Tshilidzi Marwala is Vice-Chancellor and Principal of the University of Johannesburg. Previously, he was Deputy Vice-Chancellor for Research and Internationalisation and Executive Dean of the Faculty of Engineering and the Built Environment at the same university. He progressively held the positions of Associate Professor, Full Professor, the Carl and Emily Fuchs Chair of Systems and Control Engineering, as well as the SARChI Chair of Systems Engineering at the Department of Electrical and Information Engineering at the University of the Witwatersrand. Before then, he was Executive Assistant to the Technical Director at South African Breweries, and a post-doctoral research associate at the Imperial College (then University of London).

Prof Marwala holds a Bachelor of Science in Mechanical Engineering (magna cum laude) from Case Western Reserve University (USA) in 1995, a Master of Mechanical Engineering from the University of Pretoria in 1997, and a PhD specialising in Artificial Intelligence and Engineering from the University of Cambridge in 2000.

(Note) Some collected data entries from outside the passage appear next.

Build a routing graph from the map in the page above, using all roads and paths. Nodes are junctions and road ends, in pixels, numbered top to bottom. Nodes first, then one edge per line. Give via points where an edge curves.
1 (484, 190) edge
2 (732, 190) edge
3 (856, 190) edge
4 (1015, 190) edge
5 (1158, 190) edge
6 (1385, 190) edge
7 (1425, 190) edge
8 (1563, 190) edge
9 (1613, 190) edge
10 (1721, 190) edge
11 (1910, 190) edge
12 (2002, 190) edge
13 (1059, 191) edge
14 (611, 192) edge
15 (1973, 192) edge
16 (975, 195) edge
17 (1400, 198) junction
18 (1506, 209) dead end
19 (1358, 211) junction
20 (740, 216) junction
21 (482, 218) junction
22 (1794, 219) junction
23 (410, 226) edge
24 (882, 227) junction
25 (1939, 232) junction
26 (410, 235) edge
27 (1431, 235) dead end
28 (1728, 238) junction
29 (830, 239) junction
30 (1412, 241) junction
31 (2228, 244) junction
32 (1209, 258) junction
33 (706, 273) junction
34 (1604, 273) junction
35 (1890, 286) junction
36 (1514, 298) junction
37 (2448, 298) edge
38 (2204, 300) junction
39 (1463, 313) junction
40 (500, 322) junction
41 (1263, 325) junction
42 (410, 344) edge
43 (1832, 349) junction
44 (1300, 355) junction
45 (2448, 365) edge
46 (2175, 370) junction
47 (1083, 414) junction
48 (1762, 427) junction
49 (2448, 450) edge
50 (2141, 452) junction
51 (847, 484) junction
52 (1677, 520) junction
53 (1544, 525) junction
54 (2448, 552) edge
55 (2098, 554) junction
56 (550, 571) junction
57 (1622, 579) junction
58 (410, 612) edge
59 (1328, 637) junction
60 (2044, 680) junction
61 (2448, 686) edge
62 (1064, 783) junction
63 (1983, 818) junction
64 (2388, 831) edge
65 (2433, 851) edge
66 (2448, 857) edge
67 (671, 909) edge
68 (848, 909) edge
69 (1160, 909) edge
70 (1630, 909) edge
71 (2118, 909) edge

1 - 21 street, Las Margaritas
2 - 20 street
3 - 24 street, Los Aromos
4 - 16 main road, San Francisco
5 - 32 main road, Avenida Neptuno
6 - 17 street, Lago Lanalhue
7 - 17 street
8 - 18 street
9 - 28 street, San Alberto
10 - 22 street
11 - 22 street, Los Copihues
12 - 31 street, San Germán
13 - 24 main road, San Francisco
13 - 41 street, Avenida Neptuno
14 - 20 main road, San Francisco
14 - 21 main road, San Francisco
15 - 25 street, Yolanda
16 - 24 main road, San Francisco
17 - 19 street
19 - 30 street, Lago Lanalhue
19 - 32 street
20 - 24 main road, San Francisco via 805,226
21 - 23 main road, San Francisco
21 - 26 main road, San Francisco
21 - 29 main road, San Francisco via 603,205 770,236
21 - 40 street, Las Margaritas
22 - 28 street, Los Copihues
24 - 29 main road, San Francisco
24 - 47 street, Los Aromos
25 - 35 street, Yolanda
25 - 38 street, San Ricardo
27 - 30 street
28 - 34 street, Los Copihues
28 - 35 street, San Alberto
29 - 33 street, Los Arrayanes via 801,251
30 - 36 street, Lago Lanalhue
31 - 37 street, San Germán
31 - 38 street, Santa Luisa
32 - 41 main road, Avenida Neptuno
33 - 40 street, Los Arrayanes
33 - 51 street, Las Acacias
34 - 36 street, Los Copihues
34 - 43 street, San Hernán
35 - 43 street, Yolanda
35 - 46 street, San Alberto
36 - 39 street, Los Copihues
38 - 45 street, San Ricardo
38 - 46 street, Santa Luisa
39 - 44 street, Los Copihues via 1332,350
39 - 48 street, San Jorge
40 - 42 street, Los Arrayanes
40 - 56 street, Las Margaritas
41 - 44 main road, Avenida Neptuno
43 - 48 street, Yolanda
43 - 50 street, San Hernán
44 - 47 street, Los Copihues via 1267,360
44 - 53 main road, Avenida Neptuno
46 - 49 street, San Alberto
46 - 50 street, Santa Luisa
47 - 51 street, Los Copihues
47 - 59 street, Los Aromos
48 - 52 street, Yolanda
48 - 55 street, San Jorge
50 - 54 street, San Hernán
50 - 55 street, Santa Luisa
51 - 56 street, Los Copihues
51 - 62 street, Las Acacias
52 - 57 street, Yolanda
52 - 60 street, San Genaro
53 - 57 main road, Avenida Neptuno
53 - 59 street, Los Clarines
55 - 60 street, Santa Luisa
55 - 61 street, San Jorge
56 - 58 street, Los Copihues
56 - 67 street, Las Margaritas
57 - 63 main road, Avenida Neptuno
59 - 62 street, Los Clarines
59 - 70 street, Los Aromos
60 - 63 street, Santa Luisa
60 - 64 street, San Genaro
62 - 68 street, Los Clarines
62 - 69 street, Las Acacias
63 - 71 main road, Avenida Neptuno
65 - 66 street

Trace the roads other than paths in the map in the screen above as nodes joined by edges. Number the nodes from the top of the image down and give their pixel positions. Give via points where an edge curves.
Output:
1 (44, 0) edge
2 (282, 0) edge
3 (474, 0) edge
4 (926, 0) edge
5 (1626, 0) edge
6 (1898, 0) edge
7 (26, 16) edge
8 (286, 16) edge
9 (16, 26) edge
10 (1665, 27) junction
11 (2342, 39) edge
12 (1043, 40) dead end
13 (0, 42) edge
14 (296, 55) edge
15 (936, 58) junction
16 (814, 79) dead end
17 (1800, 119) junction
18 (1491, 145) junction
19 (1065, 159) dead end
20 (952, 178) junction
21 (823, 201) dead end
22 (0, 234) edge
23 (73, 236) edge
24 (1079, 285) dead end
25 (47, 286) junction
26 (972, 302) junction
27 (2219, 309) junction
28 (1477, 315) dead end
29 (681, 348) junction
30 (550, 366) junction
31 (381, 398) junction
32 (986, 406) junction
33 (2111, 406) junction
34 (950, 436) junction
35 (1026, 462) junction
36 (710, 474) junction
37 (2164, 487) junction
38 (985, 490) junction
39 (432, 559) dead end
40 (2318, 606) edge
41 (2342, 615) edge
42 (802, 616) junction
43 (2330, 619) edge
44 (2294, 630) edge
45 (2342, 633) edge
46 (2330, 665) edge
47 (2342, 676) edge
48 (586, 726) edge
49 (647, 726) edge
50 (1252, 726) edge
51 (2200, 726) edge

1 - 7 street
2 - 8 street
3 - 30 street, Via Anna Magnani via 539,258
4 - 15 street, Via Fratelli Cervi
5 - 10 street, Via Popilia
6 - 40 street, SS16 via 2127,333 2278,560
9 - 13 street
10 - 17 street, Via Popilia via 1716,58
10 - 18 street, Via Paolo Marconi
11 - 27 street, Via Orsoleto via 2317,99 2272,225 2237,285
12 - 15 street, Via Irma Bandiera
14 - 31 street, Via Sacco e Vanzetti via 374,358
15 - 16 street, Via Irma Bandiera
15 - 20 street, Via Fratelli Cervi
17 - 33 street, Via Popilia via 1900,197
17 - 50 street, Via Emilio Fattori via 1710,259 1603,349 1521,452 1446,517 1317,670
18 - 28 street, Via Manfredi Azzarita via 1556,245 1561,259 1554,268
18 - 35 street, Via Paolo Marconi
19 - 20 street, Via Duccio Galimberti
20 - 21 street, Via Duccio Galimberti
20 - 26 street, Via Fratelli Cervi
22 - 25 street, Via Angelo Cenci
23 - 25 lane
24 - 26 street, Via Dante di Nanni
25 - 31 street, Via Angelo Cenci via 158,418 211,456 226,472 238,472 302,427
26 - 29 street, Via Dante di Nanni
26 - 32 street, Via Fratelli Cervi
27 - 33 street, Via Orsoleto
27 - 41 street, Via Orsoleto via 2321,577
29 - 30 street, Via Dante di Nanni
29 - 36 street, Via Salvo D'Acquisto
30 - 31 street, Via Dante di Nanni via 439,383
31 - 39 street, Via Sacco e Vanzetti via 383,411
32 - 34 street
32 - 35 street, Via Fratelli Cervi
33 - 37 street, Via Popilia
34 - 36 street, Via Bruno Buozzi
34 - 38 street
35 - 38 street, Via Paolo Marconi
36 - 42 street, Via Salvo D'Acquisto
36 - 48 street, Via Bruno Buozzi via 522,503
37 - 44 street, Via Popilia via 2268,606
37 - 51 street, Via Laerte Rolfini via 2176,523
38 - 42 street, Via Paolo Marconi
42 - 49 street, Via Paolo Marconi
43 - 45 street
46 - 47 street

He is a registered professional engineer, a Fellow of TWAS (The World Academy of Sciences), the Academy of Science of South Africa, the African Academy of Sciences and the South African Academy of Engineering. He is also a distinguished member of the ACM (Association for Computing Machinery).

His research interests are multi-disciplinary and include the theory and application of artificial intelligence to engineering, computer science, finance, social science and medicine. He has supervised 47 Masters and 28 Doctoral students to completion. He has published 14 books on artificial intelligence, one of which has been translated into Chinese, more than 300 papers in journals, proceedings, book chapters and magazines, and holds four patents. He is an associate editor of the International Journal of Systems Science. His writings and opinions have appeared in the magazines New ScientistThe Economist and Time Magazine.